_WHAT IS EXPECTED:_ Only the final stretch of the data is wanted: reproduce the line containing "Write the network" and each line after it, exactly.

_Stored data:_
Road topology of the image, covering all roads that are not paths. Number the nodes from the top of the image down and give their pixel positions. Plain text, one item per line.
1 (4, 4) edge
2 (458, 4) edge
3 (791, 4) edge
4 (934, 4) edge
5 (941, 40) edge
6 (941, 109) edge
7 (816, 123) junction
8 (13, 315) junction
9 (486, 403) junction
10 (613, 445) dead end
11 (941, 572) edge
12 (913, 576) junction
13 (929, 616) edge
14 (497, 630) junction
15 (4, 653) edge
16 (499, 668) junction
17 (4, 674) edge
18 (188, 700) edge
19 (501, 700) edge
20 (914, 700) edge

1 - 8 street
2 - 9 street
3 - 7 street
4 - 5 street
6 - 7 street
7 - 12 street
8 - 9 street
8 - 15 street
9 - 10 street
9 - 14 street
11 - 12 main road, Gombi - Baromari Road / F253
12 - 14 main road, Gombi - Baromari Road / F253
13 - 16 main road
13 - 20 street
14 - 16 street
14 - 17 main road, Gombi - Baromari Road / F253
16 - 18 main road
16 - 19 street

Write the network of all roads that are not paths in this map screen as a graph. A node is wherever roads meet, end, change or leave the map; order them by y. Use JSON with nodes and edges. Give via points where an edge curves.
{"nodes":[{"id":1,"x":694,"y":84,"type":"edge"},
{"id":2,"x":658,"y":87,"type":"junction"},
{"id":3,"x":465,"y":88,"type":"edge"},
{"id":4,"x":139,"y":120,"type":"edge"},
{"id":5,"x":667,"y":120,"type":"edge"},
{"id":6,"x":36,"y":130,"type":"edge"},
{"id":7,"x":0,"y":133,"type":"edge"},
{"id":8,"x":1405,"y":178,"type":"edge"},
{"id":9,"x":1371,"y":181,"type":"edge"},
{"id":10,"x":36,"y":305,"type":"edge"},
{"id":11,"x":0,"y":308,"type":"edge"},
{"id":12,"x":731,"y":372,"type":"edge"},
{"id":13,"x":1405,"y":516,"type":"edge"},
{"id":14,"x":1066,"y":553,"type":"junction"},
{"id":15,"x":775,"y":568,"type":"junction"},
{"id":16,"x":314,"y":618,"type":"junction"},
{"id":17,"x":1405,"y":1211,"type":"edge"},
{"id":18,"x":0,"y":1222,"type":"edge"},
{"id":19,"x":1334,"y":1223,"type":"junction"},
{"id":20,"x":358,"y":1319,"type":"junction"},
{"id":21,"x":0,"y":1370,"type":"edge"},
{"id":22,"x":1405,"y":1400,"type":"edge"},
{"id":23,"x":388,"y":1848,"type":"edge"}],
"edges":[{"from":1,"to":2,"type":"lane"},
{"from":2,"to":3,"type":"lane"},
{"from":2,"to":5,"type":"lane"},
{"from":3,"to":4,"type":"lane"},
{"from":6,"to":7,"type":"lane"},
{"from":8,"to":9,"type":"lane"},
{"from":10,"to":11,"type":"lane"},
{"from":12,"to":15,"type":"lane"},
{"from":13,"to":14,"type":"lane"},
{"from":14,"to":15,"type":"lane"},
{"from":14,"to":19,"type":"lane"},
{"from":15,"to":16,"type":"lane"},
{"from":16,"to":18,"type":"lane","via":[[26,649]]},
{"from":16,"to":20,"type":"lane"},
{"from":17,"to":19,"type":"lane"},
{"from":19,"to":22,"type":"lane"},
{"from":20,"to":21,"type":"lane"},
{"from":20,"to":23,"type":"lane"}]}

_RESULT OF THIS TASK:_
Write the network of all roads that are not paths in this map screen as a graph. A node is wherever roads meet, end, change or leave the map; order them by y. Use JSON with nodes and edges. Give via points where an edge curves.
{"nodes":[{"id":1,"x":694,"y":84,"type":"edge"},
{"id":2,"x":658,"y":87,"type":"junction"},
{"id":3,"x":465,"y":88,"type":"edge"},
{"id":4,"x":139,"y":120,"type":"edge"},
{"id":5,"x":667,"y":120,"type":"edge"},
{"id":6,"x":36,"y":130,"type":"edge"},
{"id":7,"x":0,"y":133,"type":"edge"},
{"id":8,"x":1405,"y":178,"type":"edge"},
{"id":9,"x":1371,"y":181,"type":"edge"},
{"id":10,"x":36,"y":305,"type":"edge"},
{"id":11,"x":0,"y":308,"type":"edge"},
{"id":12,"x":731,"y":372,"type":"edge"},
{"id":13,"x":1405,"y":516,"type":"edge"},
{"id":14,"x":1066,"y":553,"type":"junction"},
{"id":15,"x":775,"y":568,"type":"junction"},
{"id":16,"x":314,"y":618,"type":"junction"},
{"id":17,"x":1405,"y":1211,"type":"edge"},
{"id":18,"x":0,"y":1222,"type":"edge"},
{"id":19,"x":1334,"y":1223,"type":"junction"},
{"id":20,"x":358,"y":1319,"type":"junction"},
{"id":21,"x":0,"y":1370,"type":"edge"},
{"id":22,"x":1405,"y":1400,"type":"edge"},
{"id":23,"x":388,"y":1848,"type":"edge"}],
"edges":[{"from":1,"to":2,"type":"lane"},
{"from":2,"to":3,"type":"lane"},
{"from":2,"to":5,"type":"lane"},
{"from":3,"to":4,"type":"lane"},
{"from":6,"to":7,"type":"lane"},
{"from":8,"to":9,"type":"lane"},
{"from":10,"to":11,"type":"lane"},
{"from":12,"to":15,"type":"lane"},
{"from":13,"to":14,"type":"lane"},
{"from":14,"to":15,"type":"lane"},
{"from":14,"to":19,"type":"lane"},
{"from":15,"to":16,"type":"lane"},
{"from":16,"to":18,"type":"lane","via":[[26,649]]},
{"from":16,"to":20,"type":"lane"},
{"from":17,"to":19,"type":"lane"},
{"from":19,"to":22,"type":"lane"},
{"from":20,"to":21,"type":"lane"},
{"from":20,"to":23,"type":"lane"}]}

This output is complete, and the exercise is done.